(Source records)
# # #

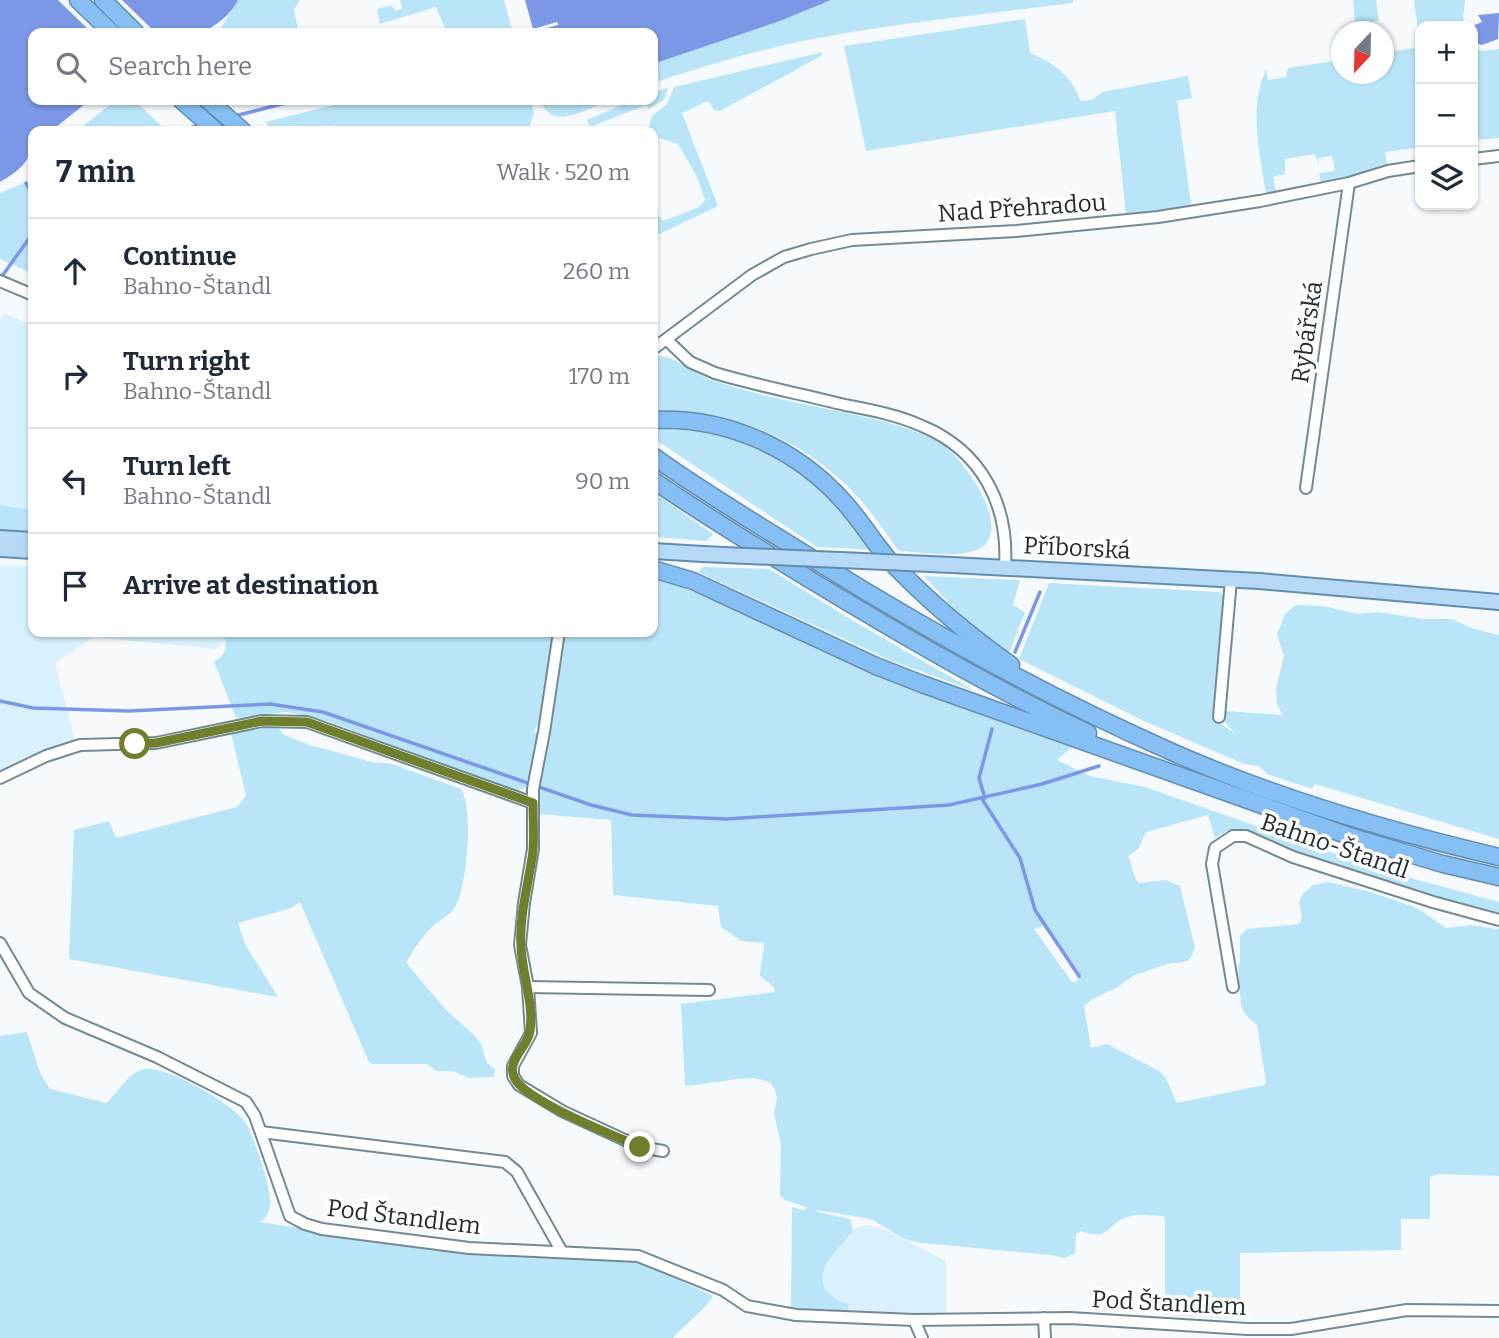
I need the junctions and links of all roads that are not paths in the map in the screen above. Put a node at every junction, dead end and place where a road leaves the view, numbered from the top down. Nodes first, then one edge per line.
1 (78, 0) edge
2 (103, 0) edge
3 (107, 28) edge
4 (131, 28) edge
5 (187, 105) edge
6 (214, 105) edge
7 (210, 126) edge
8 (237, 126) edge
9 (1499, 156) edge
10 (1478, 158) edge
11 (1415, 167) edge
12 (1349, 183) junction
13 (0, 281) edge
14 (28, 293) edge
15 (667, 340) junction
16 (658, 346) edge
17 (658, 419) edge
18 (658, 459) edge
19 (658, 483) edge
20 (1306, 488) dead end
21 (0, 538) edge
22 (28, 540) edge
23 (0, 549) edge
24 (28, 551) edge
25 (658, 551) edge
26 (1005, 568) junction
27 (658, 571) edge
28 (1231, 580) junction
29 (1499, 602) edge
30 (558, 637) edge
31 (1219, 718) dead end
32 (1109, 723) junction
33 (0, 778) edge
34 (1196, 780) junction
35 (533, 803) junction
36 (1499, 857) edge
37 (1499, 877) edge
38 (1499, 920) edge
39 (0, 943) edge
40 (528, 987) junction
41 (1233, 987) dead end
42 (709, 990) dead end
43 (261, 1132) junction
44 (663, 1151) dead end
45 (562, 1252) junction
46 (1499, 1311) edge
47 (1044, 1318) junction
48 (914, 1320) junction
49 (1292, 1329) junction
50 (922, 1338) edge
51 (1045, 1338) edge
52 (1280, 1338) edge

1 - 3 highway
2 - 4 highway
5 - 7 highway
6 - 8 highway
9 - 10 street
11 - 12 street, Nad Přehradou
12 - 15 street, Nad Přehradou
12 - 20 street, Rybářská
13 - 14 street
15 - 16 street, Nad Přehradou
15 - 26 street
17 - 32 highway
18 - 32 highway
19 - 34 highway
21 - 22 main road
23 - 24 main road
25 - 26 main road, Příborská, bridge
26 - 28 main road, Příborská
27 - 34 highway
28 - 29 main road, Příborská
28 - 31 street
30 - 35 street
32 - 36 highway
33 - 35 street
34 - 37 highway
35 - 40 street
38 - 41 street, Bahno-Štandl
39 - 43 street, Pod Štandlem
40 - 42 street
40 - 44 street
43 - 45 street
43 - 45 street, Pod Štandlem
45 - 48 street, Pod Štandlem
46 - 49 street, Pod Štandlem
47 - 48 street, Pod Štandlem
47 - 49 street, Pod Štandlem
47 - 51 street
48 - 50 street
49 - 52 street, Pod Štandlem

# # #

Go through the entries and report every line with the string "main".

21 - 22 main road
23 - 24 main road
25 - 26 main road, Příborská, bridge
26 - 28 main road, Příborská
28 - 29 main road, Příborská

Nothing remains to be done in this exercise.